_TASK OBJECTIVE:_
Go through the entries below and tally the lines containing the string "Severino"; report only the tally.

──────────

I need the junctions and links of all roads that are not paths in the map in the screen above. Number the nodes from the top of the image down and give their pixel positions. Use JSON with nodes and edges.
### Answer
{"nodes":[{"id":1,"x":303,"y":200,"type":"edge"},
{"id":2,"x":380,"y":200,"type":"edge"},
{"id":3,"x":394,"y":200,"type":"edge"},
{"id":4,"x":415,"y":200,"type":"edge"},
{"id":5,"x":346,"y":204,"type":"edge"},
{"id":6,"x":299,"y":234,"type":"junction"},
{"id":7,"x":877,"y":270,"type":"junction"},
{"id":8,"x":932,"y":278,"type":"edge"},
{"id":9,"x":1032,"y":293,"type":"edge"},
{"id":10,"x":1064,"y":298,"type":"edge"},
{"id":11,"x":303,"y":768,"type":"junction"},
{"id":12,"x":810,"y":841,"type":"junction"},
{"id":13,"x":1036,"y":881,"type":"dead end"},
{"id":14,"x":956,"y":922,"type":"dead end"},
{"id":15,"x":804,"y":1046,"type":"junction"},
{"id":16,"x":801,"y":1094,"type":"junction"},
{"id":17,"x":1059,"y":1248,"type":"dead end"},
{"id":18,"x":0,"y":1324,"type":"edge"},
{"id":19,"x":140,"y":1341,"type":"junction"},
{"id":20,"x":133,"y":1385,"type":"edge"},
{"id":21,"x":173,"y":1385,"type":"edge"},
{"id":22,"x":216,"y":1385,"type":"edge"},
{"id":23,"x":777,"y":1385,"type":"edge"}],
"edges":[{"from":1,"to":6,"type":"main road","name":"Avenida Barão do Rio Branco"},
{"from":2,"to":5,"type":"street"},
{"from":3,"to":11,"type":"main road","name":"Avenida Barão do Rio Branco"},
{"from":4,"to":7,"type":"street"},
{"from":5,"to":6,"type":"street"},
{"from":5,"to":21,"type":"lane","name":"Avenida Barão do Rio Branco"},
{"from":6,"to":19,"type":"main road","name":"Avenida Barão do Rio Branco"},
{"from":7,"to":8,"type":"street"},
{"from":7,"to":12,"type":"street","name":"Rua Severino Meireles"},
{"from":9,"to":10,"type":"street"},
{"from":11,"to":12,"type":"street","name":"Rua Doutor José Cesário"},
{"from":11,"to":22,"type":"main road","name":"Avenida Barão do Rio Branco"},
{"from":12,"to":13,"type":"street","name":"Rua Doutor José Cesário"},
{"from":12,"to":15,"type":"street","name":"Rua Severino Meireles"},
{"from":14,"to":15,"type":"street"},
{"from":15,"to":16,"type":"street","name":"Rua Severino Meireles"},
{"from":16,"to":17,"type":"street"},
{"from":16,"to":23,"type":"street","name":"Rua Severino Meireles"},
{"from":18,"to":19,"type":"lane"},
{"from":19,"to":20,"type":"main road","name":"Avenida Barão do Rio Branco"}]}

──────────

_RESPONSE TO THE EXERCISE:_
4